[RFC] allow fulltext to be more dynamic

Fri Nov 24 16:53:24 GMT 2006

-----BEGIN PGP SIGNED MESSAGE-----
Hash: SHA1

Dmitry Vasiliev wrote:
> John Arbash Meinel wrote:
>> Anyway, we really want to address our large-tree performance in other
>> ways (breaking up the inventory by dir, using recursive 'last-changed'
>> fields to avoid inspection of subdirs, etc). But this is a fairly simple
>> fix, that is completely compatible with current versions of bzr.
> 
> +1
> 
>> +        self._max_delta_chain = 200
>> +
> 
> Isn't it better to always define such a constants at the class level?
> 

Well, at this point I'm not sure if it should be a constant. I could
define it at the class level, but then you are supposed to access them
as class-level members. So do something like:

class KnitVersionedFile(...

  _max_delta_chain = 200

...

  while count < KnitVersionedFile._max_delta_chain:
    ...

At least that is what I've understood from Martin and Robert. They don't
really like having class level definitions which can be overridden per
object and accessed as 'self._max_delta_chain'.

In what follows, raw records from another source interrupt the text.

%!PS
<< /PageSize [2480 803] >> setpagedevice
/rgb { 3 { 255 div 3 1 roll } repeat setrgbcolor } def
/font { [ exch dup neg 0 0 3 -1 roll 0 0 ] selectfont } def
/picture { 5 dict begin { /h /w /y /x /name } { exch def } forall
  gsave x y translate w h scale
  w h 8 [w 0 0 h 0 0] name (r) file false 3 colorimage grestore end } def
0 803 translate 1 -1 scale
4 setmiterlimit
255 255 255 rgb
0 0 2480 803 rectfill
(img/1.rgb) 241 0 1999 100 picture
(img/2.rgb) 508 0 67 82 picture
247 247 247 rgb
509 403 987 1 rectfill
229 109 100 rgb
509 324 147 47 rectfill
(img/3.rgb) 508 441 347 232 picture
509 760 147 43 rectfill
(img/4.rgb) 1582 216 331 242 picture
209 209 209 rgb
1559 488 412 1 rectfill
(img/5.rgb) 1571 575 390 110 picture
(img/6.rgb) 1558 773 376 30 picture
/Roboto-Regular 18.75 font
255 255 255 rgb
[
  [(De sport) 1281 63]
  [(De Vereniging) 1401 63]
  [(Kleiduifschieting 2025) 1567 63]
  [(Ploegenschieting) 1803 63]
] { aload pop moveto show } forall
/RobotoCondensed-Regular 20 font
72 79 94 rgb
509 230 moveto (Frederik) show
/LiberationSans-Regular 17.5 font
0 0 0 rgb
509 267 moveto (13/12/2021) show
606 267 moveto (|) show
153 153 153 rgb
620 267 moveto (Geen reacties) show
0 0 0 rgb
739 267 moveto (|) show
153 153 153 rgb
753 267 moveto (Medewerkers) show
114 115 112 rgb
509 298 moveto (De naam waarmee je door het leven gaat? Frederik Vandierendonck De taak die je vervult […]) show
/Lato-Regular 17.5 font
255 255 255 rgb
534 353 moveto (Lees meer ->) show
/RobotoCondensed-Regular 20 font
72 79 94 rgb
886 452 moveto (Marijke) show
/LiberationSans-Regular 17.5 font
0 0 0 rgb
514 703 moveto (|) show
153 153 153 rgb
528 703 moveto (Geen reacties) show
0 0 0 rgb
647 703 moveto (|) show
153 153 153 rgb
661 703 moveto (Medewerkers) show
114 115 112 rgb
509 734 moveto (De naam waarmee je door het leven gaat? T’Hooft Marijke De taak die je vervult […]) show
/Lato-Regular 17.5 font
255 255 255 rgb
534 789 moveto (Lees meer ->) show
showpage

And this is something that I think could be different for inventories
versus standard file texts.

>> +        count = 0
>> +        delta_size = 0
>> +        fulltext_size = None
>> +        delta_parents = first_parents
>> +        while count < self._max_delta_chain:
> 
> "for count in xrange(self._max_delta_chain):" seems more pythonic to me.

Agreed. I was copying the old code, but a 'for' loop fits better here.

> 
>> +            parent = delta_parents[0]
>> +            method = self._index.get_method(parent)
>> +            pos, size = self._index.get_position(parent)
>> +            if method == 'fulltext':
>> +                fulltext_size = size
>> +                break
>> +            delta_size += size
>> +            delta_parents = self._index.get_parents(parent)
>> +            count = count + 1
> 
> I'd prefer to localize often used variables inside loops (self._index in
> this case).

I would only do it if it is a performance critical area. And I'm not
sure if this is or not.

Otherwise the mental overhead of 'is is this index the other index that
I'm thinking of....' starts to become too much.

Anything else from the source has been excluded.